> _RECORDS FOR THE TASK_:

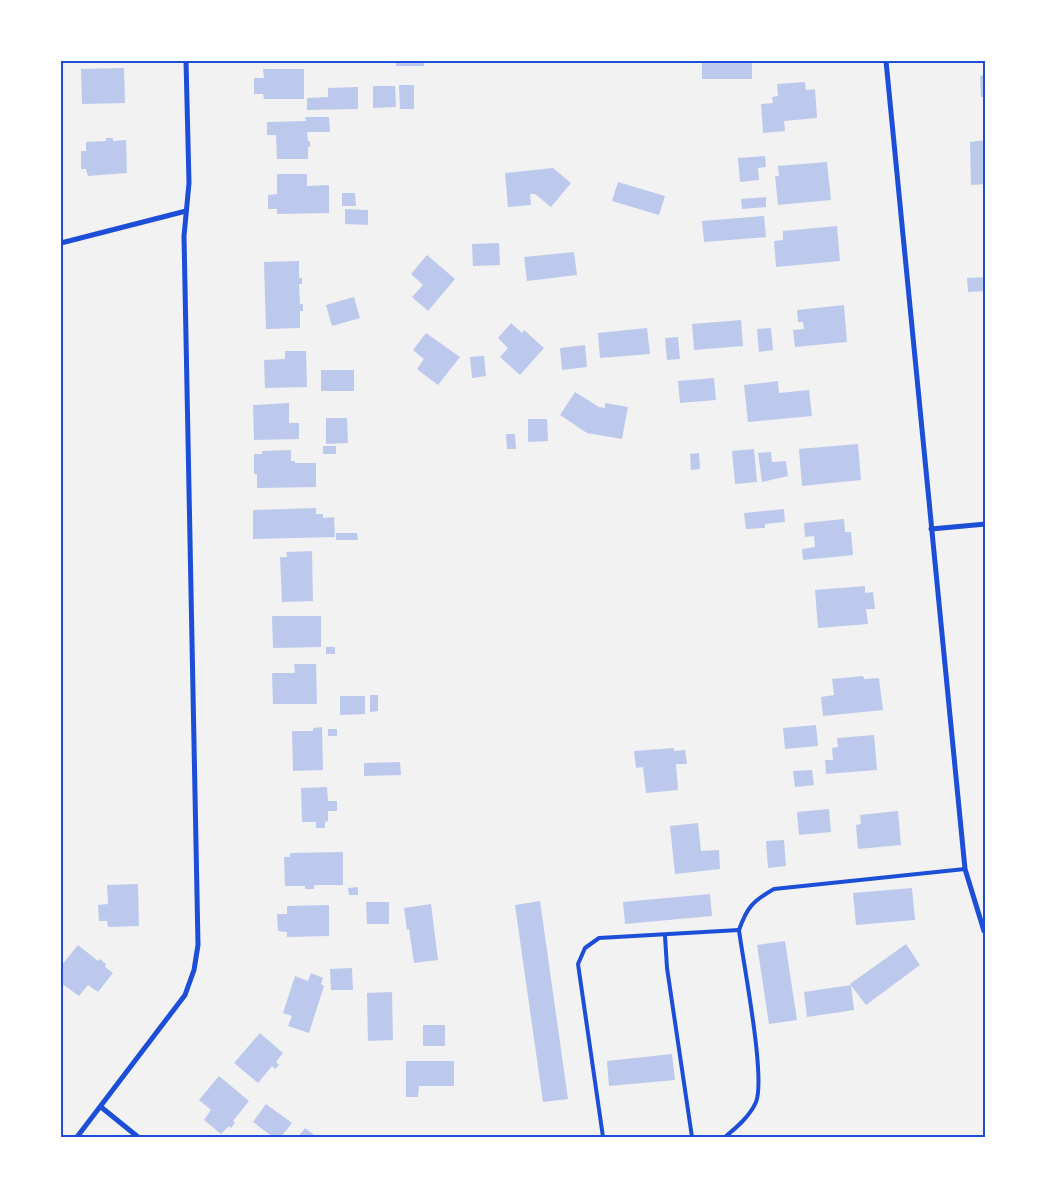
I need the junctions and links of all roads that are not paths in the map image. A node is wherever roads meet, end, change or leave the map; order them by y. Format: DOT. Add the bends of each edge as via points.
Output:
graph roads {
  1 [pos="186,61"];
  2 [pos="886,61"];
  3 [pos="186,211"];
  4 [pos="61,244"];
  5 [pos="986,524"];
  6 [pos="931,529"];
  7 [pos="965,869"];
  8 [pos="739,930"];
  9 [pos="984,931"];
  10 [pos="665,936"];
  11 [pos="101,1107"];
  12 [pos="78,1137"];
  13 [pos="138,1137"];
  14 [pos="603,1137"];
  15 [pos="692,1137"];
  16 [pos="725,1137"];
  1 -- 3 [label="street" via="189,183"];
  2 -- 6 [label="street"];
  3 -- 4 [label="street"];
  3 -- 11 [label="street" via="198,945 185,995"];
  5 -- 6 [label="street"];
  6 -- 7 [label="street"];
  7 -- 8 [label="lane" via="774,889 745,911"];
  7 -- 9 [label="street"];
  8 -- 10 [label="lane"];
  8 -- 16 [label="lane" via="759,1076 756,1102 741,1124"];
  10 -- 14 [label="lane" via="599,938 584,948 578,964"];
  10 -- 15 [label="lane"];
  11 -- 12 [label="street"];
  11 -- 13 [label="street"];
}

> _EXERCISE OBJECTIVE_:
Print the whole listing exactly, please, and keep any images out of it.

> _ANSWER TO THIS PROBLEM_:
I need the junctions and links of all roads that are not paths in the map image. A node is wherever roads meet, end, change or leave the map; order them by y. Format: DOT. Add the bends of each edge as via points.
Output:
graph roads {
  1 [pos="186,61"];
  2 [pos="886,61"];
  3 [pos="186,211"];
  4 [pos="61,244"];
  5 [pos="986,524"];
  6 [pos="931,529"];
  7 [pos="965,869"];
  8 [pos="739,930"];
  9 [pos="984,931"];
  10 [pos="665,936"];
  11 [pos="101,1107"];
  12 [pos="78,1137"];
  13 [pos="138,1137"];
  14 [pos="603,1137"];
  15 [pos="692,1137"];
  16 [pos="725,1137"];
  1 -- 3 [label="street" via="189,183"];
  2 -- 6 [label="street"];
  3 -- 4 [label="street"];
  3 -- 11 [label="street" via="198,945 185,995"];
  5 -- 6 [label="street"];
  6 -- 7 [label="street"];
  7 -- 8 [label="lane" via="774,889 745,911"];
  7 -- 9 [label="street"];
  8 -- 10 [label="lane"];
  8 -- 16 [label="lane" via="759,1076 756,1102 741,1124"];
  10 -- 14 [label="lane" via="599,938 584,948 578,964"];
  10 -- 15 [label="lane"];
  11 -- 12 [label="street"];
  11 -- 13 [label="street"];
}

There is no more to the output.